My heart, however, jumped for joy and anguish!
"Five hundred now. One thousand for the night".
~*~
Parabolic Balad
by Andrei Voznesensky
translated by W. H. Auden
Among a parabola life like a rocket flies,
Mainly in darkness, now and then on a rainbow,
Red-headed bohemian Gauguin the painter
Started out life as a prosperous stockbroker.
In order to get to the Louvre from Montmartre
He made a detour all through Java, Sumatra,
Tahiti, the Isles of Marquesas.
With levity
He took off in flight from the madness of money,
The cackle of women, the frowst of academies,
Overpowered the force of terrestrial gravity.
The high priests drank their porter and kept up their jabbering:
'Straight lines are shorter, less steep than parabolas.
It's more proper to copy the heavenly mansions.'
He rose like a howling rocket, insulting them,
With a gale that tore off the tails of their frock-coats.
So he didn't steal into the Louvre by the front door
But on a parabola smashed through the ceiling.
In finding their truths lives vary in daring:
Worms come through holes and bold men on parabolas.
There was once a girl who lived in my neighbourhood.
We went to school, took exams simultaneously.
But I took off with a bang,
I went whizzing
Through the prosperous double-faced stars of Tiflis.
Forgive me for this idiotic parabola
Cold shoulders in a pitch dark vestibule...

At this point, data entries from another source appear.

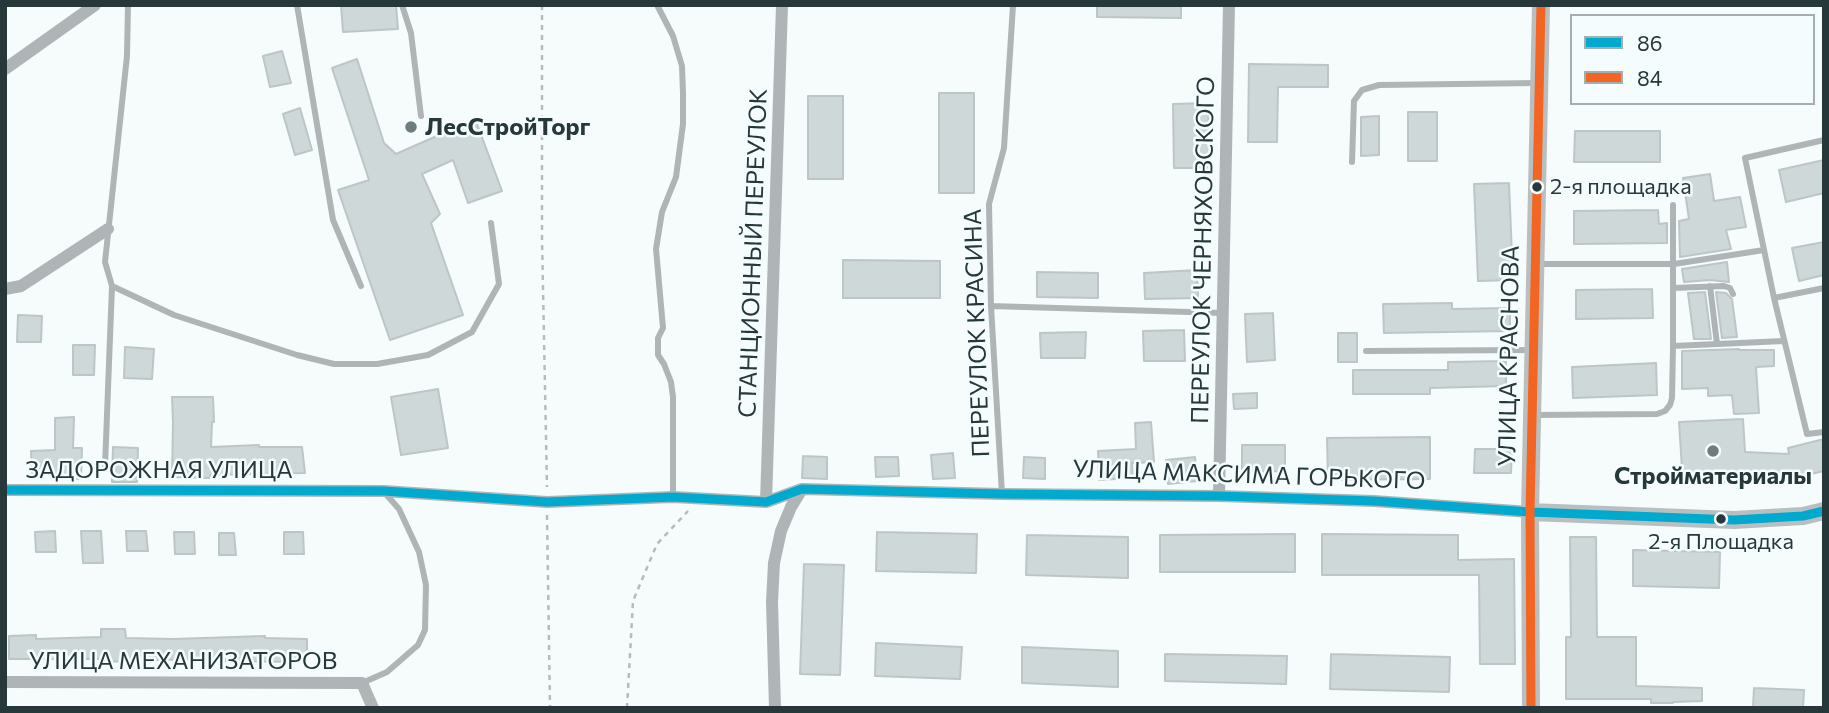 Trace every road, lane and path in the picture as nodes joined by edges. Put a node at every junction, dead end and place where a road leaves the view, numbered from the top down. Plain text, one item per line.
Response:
1 (95, 5) edge
2 (128, 5) edge
3 (297, 5) edge
4 (402, 5) edge
5 (542, 5) edge
6 (657, 5) edge
7 (782, 5) edge
8 (1013, 5) edge
9 (1229, 5) edge
10 (1541, 5) edge
11 (5, 69) edge
12 (1539, 83) junction
13 (421, 116) dead end
14 (1824, 140) edge
15 (1352, 162) dead end
16 (1673, 205) dead end
17 (491, 223) dead end
18 (108, 229) junction
19 (1765, 250) junction
20 (1535, 264) junction
21 (1674, 264) junction
22 (112, 286) junction
23 (361, 286) dead end
24 (1710, 286) junction
25 (1674, 288) junction
26 (1824, 288) edge
27 (5, 289) edge
28 (1733, 294) dead end
29 (1774, 298) junction
30 (991, 306) junction
31 (1222, 313) junction
32 (1784, 341) junction
33 (1717, 344) junction
34 (1673, 346) junction
35 (1534, 350) junction
36 (1366, 351) dead end
37 (1532, 415) junction
38 (1824, 432) edge
39 (105, 466) dead end
40 (802, 489) junction
41 (5, 490) edge
42 (384, 491) junction
43 (1002, 494) junction
44 (1219, 496) junction
45 (673, 497) junction
46 (700, 498) junction
47 (547, 502) junction
48 (765, 502) junction
49 (1824, 511) edge
50 (1530, 512) junction
51 (5, 682) edge
52 (362, 682) junction
53 (373, 708) edge
54 (550, 708) edge
55 (627, 708) edge
56 (775, 708) edge
57 (1531, 708) edge

1 - 11 street
2 - 18 lane
3 - 23 lane
4 - 13 lane
5 - 47 path
6 - 45 lane
7 - 48 street, СТАНЦИОННЫЙ ПЕРЕУЛОК
8 - 30 lane, ПЕРЕУЛОК КРАСИНА
9 - 31 street, ПЕРЕУЛОК ЧЕРНЯХОВСКОГО
10 - 12 street, УЛИЦА КРАСНОВА
12 - 15 lane
12 - 20 street, УЛИЦА КРАСНОВА
14 - 19 lane
16 - 21 lane
17 - 22 lane
18 - 22 lane
18 - 27 street
19 - 21 lane
19 - 29 lane
20 - 21 lane
20 - 35 street, УЛИЦА КРАСНОВА
21 - 25 lane
22 - 39 lane
24 - 25 lane
24 - 28 lane
24 - 33 lane
25 - 34 lane
26 - 29 lane
29 - 32 lane
30 - 31 lane
30 - 43 lane, ПЕРЕУЛОК КРАСИНА
31 - 44 street, ПЕРЕУЛОК ЧЕРНЯХОВСКОГО
32 - 33 lane
32 - 38 lane
33 - 34 lane
34 - 37 lane
35 - 36 lane
35 - 37 street, УЛИЦА КРАСНОВА
37 - 50 street, УЛИЦА КРАСНОВА
40 - 43 street, УЛИЦА МАКСИМА ГОРЬКОГО
40 - 48 street, УЛИЦА МАКСИМА ГОРЬКОГО
40 - 56 street
41 - 42 street, ЗАДОРОЖНАЯ УЛИЦА
42 - 47 street, ЗАДОРОЖНАЯ УЛИЦА
42 - 52 lane
43 - 44 street, УЛИЦА МАКСИМА ГОРЬКОГО
44 - 50 street, УЛИЦА МАКСИМА ГОРЬКОГО
45 - 46 street, УЛИЦА МАКСИМА ГОРЬКОГО
45 - 47 street, УЛИЦА МАКСИМА ГОРЬКОГО
46 - 48 street, УЛИЦА МАКСИМА ГОРЬКОГО
46 - 55 path
47 - 54 path
49 - 50 street, УЛИЦА МАКСИМА ГОРЬКОГО
50 - 57 street, УЛИЦА КРАСНОВА
51 - 52 street, УЛИЦА МЕХАНИЗАТОРОВ
52 - 53 street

Rigid, erect as a radio antenna-rod
Sending its call-sign out through the freezing
Dark of the universe, how you rang out to me,
An undoubtable signal, an earthly stand-by
From whom I might get my flight-bearings to land by
The parabola does not come to us easily.
Laughing at law with its warnings and paragraphs
Art, love and history race along recklessly
Over a parabolic trajectory.
He is leaving tonight for Siberia.
Perhaps
A straight line after all is the shorter one actually.
~*~
You can read 5 of his poems via the New York Review of Books, with translations by Auden and James Merrill and there's no doubt other resources online for some of his poetry like this collection of his poems translated by Alec Vagapov (never heard of him before today!) but I'll leave you with this Paris Review interview with Voznesensky. I knew about the immense popularity of Yevtushenko during Krushchev's reign in the Soviet Union but it seems Voznesensky was also an equally popular poet of the times.
"Public readings by writers including Voznesensky and Yevtushenko had already grown to the point that huge stadiums could hardly contain the audiences clamoring to hear the new poetry..... He is a small man—about the size of a Beatle—with firm Slav features. When he reads, his voice is equal to every music his language offers, and he whips his poems toward the audience with a right arm like a tweed cobra; he delivers his lines with a passionate, almost frightening intensity. During performances, crowds have been known to rush the podium to touch the cuffs of his trousers; after them, poetry groupies seek the kind of backstage benediction Dylan Thomas used to like to give. His name shows up in literary journals while his face appears in fashion magazines. He is a legend in Russia; he is recognized in small airports in the American South."